Report all lines from the entries below in which "Casa" appears.

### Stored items
------------------------------------------------------------

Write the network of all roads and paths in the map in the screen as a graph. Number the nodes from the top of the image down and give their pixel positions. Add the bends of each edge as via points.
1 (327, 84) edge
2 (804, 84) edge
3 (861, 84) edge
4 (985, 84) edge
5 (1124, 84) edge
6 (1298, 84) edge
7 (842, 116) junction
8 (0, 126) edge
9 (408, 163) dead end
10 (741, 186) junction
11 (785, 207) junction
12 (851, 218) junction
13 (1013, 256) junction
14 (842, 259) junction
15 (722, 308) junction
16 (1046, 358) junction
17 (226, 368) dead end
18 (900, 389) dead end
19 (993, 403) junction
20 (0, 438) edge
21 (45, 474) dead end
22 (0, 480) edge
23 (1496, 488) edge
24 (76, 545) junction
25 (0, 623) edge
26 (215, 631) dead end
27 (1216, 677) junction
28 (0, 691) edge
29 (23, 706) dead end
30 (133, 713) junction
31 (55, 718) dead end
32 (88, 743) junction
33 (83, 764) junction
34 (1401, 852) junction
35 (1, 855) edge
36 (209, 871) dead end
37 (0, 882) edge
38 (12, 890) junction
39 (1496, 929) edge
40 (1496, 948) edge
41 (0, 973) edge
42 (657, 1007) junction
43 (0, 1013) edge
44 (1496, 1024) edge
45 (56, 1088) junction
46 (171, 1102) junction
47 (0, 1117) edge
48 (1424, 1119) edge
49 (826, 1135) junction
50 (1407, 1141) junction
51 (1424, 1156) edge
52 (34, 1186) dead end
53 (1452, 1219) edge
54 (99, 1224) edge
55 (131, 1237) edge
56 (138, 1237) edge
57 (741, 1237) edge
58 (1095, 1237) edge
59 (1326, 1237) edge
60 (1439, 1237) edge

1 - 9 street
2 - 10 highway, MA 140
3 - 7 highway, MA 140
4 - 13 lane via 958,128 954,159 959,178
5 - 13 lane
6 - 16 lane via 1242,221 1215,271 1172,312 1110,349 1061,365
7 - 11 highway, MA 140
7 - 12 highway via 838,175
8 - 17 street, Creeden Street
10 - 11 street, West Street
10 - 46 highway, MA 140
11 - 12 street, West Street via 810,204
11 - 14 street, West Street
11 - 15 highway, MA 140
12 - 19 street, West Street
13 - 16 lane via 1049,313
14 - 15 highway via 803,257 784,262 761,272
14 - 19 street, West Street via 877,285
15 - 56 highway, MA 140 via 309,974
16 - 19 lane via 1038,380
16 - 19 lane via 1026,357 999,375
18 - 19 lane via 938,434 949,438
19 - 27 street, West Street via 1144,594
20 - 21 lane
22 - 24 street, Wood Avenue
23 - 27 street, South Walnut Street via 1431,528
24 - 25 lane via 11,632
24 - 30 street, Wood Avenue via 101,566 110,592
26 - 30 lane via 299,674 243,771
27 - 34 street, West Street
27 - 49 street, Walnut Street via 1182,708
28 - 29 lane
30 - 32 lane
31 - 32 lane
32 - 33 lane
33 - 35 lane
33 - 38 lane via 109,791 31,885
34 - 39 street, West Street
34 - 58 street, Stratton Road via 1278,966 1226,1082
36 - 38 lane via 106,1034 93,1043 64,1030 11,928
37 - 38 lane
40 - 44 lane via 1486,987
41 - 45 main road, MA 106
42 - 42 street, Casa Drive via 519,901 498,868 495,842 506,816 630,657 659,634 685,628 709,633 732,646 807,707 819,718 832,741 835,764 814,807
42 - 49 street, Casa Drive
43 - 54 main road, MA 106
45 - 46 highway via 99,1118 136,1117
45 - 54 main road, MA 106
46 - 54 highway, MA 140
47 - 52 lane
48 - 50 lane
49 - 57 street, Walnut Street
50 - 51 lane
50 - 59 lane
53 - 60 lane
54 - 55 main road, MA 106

------------------------------------------------------------

### Result of the task
42 - 42 street, Casa Drive via 519,901 498,868 495,842 506,816 630,657 659,634 685,628 709,633 732,646 807,707 819,718 832,741 835,764 814,807
42 - 49 street, Casa Drive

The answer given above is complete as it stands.